▸ Task: Will you give the material below again, every line exactly as it is?

▸ Data:
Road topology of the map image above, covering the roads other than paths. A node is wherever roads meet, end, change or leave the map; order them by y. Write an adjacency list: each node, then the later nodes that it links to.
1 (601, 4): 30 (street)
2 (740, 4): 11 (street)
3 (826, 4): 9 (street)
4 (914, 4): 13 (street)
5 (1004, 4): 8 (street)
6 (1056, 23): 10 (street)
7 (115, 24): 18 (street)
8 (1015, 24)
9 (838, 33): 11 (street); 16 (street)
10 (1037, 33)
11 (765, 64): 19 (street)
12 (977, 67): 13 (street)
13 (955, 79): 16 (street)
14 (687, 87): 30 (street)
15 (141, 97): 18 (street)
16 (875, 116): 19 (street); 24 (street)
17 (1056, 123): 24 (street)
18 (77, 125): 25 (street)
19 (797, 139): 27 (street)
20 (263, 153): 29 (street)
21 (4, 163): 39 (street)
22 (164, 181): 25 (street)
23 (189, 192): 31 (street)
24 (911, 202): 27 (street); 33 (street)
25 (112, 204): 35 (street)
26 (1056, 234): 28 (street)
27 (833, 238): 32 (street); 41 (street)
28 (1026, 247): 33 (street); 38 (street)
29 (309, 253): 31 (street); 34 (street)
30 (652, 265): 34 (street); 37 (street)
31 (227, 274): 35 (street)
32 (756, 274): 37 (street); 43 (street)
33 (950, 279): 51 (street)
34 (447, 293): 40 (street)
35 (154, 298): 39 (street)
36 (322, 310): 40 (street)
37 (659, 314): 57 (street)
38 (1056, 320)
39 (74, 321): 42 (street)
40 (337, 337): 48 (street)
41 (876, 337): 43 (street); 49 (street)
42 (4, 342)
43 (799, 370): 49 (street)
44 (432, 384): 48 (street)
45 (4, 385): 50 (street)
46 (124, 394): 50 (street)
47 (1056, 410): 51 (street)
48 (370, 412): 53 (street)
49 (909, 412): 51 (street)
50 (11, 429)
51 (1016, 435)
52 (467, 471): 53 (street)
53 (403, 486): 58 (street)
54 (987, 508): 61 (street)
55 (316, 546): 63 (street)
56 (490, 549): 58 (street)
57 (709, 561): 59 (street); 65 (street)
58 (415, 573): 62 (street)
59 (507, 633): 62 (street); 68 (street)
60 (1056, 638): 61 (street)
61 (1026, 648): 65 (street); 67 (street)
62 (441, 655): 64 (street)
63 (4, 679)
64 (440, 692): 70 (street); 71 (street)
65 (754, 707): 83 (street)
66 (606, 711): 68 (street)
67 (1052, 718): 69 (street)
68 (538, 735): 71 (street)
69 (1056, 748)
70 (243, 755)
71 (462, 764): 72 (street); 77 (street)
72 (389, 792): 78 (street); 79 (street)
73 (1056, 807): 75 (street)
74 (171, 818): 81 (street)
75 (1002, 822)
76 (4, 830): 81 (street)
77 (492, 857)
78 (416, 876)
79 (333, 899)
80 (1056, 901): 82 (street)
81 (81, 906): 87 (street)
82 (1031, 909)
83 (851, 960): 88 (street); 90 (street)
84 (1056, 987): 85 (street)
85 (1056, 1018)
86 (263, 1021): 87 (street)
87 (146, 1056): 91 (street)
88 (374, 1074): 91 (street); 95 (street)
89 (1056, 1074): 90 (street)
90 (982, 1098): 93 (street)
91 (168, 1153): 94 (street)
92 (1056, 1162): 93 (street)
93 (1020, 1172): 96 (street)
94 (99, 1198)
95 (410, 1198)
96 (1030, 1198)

▸ Answer to this problem:
Road topology of the map image above, covering the roads other than paths. A node is wherever roads meet, end, change or leave the map; order them by y. Write an adjacency list: each node, then the later nodes that it links to.
1 (601, 4): 30 (street)
2 (740, 4): 11 (street)
3 (826, 4): 9 (street)
4 (914, 4): 13 (street)
5 (1004, 4): 8 (street)
6 (1056, 23): 10 (street)
7 (115, 24): 18 (street)
8 (1015, 24)
9 (838, 33): 11 (street); 16 (street)
10 (1037, 33)
11 (765, 64): 19 (street)
12 (977, 67): 13 (street)
13 (955, 79): 16 (street)
14 (687, 87): 30 (street)
15 (141, 97): 18 (street)
16 (875, 116): 19 (street); 24 (street)
17 (1056, 123): 24 (street)
18 (77, 125): 25 (street)
19 (797, 139): 27 (street)
20 (263, 153): 29 (street)
21 (4, 163): 39 (street)
22 (164, 181): 25 (street)
23 (189, 192): 31 (street)
24 (911, 202): 27 (street); 33 (street)
25 (112, 204): 35 (street)
26 (1056, 234): 28 (street)
27 (833, 238): 32 (street); 41 (street)
28 (1026, 247): 33 (street); 38 (street)
29 (309, 253): 31 (street); 34 (street)
30 (652, 265): 34 (street); 37 (street)
31 (227, 274): 35 (street)
32 (756, 274): 37 (street); 43 (street)
33 (950, 279): 51 (street)
34 (447, 293): 40 (street)
35 (154, 298): 39 (street)
36 (322, 310): 40 (street)
37 (659, 314): 57 (street)
38 (1056, 320)
39 (74, 321): 42 (street)
40 (337, 337): 48 (street)
41 (876, 337): 43 (street); 49 (street)
42 (4, 342)
43 (799, 370): 49 (street)
44 (432, 384): 48 (street)
45 (4, 385): 50 (street)
46 (124, 394): 50 (street)
47 (1056, 410): 51 (street)
48 (370, 412): 53 (street)
49 (909, 412): 51 (street)
50 (11, 429)
51 (1016, 435)
52 (467, 471): 53 (street)
53 (403, 486): 58 (street)
54 (987, 508): 61 (street)
55 (316, 546): 63 (street)
56 (490, 549): 58 (street)
57 (709, 561): 59 (street); 65 (street)
58 (415, 573): 62 (street)
59 (507, 633): 62 (street); 68 (street)
60 (1056, 638): 61 (street)
61 (1026, 648): 65 (street); 67 (street)
62 (441, 655): 64 (street)
63 (4, 679)
64 (440, 692): 70 (street); 71 (street)
65 (754, 707): 83 (street)
66 (606, 711): 68 (street)
67 (1052, 718): 69 (street)
68 (538, 735): 71 (street)
69 (1056, 748)
70 (243, 755)
71 (462, 764): 72 (street); 77 (street)
72 (389, 792): 78 (street); 79 (street)
73 (1056, 807): 75 (street)
74 (171, 818): 81 (street)
75 (1002, 822)
76 (4, 830): 81 (street)
77 (492, 857)
78 (416, 876)
79 (333, 899)
80 (1056, 901): 82 (street)
81 (81, 906): 87 (street)
82 (1031, 909)
83 (851, 960): 88 (street); 90 (street)
84 (1056, 987): 85 (street)
85 (1056, 1018)
86 (263, 1021): 87 (street)
87 (146, 1056): 91 (street)
88 (374, 1074): 91 (street); 95 (street)
89 (1056, 1074): 90 (street)
90 (982, 1098): 93 (street)
91 (168, 1153): 94 (street)
92 (1056, 1162): 93 (street)
93 (1020, 1172): 96 (street)
94 (99, 1198)
95 (410, 1198)
96 (1030, 1198)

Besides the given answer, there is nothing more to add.